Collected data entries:
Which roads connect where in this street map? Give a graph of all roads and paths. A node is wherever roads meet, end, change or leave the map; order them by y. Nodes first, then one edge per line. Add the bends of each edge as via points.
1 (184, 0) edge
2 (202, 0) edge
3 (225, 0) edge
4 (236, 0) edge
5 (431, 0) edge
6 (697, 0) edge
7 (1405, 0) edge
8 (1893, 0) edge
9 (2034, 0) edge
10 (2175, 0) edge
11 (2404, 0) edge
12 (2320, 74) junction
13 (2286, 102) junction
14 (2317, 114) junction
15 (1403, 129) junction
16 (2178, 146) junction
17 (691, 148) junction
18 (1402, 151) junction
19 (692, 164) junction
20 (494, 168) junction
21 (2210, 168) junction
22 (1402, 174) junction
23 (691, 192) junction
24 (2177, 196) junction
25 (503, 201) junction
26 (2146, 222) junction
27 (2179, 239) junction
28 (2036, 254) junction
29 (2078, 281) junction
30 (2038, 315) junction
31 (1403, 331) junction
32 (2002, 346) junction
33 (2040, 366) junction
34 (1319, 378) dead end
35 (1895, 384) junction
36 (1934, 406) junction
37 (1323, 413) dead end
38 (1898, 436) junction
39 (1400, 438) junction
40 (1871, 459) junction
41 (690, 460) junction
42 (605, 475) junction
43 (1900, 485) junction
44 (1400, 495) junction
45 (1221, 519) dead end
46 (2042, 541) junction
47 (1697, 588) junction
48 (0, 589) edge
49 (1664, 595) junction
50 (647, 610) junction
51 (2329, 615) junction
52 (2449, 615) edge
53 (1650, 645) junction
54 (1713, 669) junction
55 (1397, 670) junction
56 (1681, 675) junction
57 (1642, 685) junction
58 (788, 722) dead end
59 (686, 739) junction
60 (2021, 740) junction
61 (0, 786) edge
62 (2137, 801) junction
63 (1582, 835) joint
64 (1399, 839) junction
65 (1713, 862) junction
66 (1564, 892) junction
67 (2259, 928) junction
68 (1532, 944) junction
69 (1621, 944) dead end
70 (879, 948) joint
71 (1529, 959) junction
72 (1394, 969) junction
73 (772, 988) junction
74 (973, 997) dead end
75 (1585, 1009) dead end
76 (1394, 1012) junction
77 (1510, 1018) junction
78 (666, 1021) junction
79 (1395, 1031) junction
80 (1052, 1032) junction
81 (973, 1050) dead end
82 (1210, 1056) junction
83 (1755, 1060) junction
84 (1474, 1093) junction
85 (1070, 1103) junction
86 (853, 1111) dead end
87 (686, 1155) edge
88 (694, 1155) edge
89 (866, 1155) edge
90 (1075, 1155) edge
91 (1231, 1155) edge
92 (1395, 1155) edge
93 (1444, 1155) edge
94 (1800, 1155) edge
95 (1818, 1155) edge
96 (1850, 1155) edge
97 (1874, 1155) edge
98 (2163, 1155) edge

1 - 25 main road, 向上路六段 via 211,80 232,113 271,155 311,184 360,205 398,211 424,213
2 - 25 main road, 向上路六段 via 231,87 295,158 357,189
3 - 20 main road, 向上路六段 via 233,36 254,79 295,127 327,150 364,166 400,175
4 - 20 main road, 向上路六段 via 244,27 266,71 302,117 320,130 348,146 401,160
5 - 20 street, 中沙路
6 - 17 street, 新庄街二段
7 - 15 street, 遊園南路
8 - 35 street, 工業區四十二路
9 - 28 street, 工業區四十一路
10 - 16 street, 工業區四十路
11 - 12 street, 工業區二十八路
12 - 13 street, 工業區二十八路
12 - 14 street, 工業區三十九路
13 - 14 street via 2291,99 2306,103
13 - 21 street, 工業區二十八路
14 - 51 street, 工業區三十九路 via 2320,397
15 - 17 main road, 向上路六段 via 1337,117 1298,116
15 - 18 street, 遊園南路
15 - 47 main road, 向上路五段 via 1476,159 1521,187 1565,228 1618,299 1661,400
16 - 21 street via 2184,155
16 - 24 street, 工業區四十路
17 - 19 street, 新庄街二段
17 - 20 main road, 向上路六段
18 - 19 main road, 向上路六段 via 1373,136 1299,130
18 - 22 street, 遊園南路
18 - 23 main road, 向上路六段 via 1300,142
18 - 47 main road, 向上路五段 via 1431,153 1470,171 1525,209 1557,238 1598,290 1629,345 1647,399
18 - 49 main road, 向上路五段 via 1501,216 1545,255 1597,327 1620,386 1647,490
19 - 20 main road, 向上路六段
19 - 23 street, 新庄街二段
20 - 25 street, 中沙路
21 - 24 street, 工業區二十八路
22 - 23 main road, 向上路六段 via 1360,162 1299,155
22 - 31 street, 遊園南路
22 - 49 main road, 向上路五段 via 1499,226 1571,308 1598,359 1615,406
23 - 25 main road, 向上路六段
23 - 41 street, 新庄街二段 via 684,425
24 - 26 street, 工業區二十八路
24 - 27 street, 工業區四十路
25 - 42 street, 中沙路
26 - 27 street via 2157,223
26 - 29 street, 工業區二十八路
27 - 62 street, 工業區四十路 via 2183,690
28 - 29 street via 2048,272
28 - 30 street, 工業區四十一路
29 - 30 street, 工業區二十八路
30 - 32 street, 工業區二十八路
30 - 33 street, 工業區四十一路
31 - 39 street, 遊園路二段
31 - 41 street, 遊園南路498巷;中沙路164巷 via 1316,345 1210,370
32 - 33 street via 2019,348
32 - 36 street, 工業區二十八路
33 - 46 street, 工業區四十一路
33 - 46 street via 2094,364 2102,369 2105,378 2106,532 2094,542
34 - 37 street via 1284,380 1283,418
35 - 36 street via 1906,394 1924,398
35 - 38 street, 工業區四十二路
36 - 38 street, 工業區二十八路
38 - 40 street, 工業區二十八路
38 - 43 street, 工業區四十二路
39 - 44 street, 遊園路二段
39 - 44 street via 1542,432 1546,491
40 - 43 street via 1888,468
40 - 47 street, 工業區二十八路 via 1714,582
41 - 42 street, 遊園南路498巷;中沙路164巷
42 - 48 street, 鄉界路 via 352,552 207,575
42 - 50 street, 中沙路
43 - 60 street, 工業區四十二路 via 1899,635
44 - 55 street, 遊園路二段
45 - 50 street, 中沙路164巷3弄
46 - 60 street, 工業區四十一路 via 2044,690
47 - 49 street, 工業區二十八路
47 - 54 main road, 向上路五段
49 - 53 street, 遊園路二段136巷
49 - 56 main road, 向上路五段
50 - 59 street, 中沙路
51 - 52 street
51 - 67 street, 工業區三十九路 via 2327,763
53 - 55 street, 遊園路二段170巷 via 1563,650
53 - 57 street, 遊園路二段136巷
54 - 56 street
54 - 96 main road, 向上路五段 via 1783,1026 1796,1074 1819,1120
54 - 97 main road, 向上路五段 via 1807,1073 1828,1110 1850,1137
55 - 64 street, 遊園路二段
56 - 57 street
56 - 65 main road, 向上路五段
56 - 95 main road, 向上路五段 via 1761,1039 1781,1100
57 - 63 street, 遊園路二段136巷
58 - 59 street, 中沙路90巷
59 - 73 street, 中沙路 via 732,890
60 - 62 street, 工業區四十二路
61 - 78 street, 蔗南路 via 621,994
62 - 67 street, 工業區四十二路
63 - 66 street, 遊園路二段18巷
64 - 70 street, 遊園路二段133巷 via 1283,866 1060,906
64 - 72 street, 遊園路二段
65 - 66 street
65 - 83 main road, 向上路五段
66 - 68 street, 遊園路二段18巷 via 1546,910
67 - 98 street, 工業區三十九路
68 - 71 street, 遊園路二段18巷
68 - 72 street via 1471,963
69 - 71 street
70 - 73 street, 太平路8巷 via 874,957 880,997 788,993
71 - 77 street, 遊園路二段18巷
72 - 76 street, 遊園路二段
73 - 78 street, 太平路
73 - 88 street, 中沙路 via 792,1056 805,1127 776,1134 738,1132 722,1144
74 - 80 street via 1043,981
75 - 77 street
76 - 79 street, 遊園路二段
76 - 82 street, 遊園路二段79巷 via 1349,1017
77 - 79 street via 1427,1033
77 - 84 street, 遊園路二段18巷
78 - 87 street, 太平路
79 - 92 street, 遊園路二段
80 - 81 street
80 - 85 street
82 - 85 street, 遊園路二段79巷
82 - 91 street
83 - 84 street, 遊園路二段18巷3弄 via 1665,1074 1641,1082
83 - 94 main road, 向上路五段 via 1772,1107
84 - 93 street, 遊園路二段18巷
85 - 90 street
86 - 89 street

• _About this task_: Wherever the string "工業區三十九路" is found in the entries, copy the line it sits in.

• _Answer to the exercise_:
12 - 14 street, 工業區三十九路
14 - 51 street, 工業區三十九路 via 2320,397
51 - 67 street, 工業區三十九路 via 2327,763
67 - 98 street, 工業區三十九路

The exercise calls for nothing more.